**Instructions for the task**
Please print every record exactly as it stands, leaving out the pictures.

BEGIN Provided records

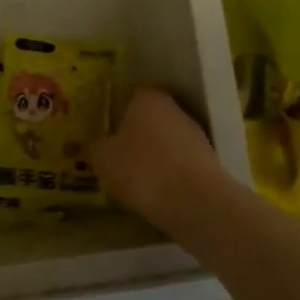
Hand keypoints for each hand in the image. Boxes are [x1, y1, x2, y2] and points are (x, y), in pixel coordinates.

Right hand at [91, 87, 230, 230]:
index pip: (130, 96)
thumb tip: (89, 144)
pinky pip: (179, 164)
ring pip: (166, 142)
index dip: (116, 113)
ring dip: (152, 157)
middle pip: (150, 119)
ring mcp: (196, 136)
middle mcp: (176, 110)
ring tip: (133, 181)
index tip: (105, 132)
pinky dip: (168, 175)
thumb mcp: (103, 159)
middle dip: (135, 136)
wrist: (197, 204)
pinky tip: (155, 194)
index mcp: (149, 98)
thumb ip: (93, 147)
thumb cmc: (142, 169)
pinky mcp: (210, 164)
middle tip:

END Provided records

**Solution**
Hand keypoints for each hand in the image. Boxes are [x1, y1, x2, y2] and points are (x, y), in pixel coordinates.

Right hand at [91, 87, 230, 230]:
index pip: (130, 96)
thumb tip: (89, 144)
pinky pip: (179, 164)
ring pip: (166, 142)
index dip: (116, 113)
ring dip: (152, 157)
middle pip: (150, 119)
ring mcp: (196, 136)
middle mcp: (176, 110)
ring tip: (133, 181)
index tip: (105, 132)
pinky dip: (168, 175)
thumb mcp: (103, 159)
middle dip: (135, 136)
wrist: (197, 204)
pinky tip: (155, 194)
index mcp: (149, 98)
thumb ip: (93, 147)
thumb cmc: (142, 169)
pinky mcp: (210, 164)
middle tip:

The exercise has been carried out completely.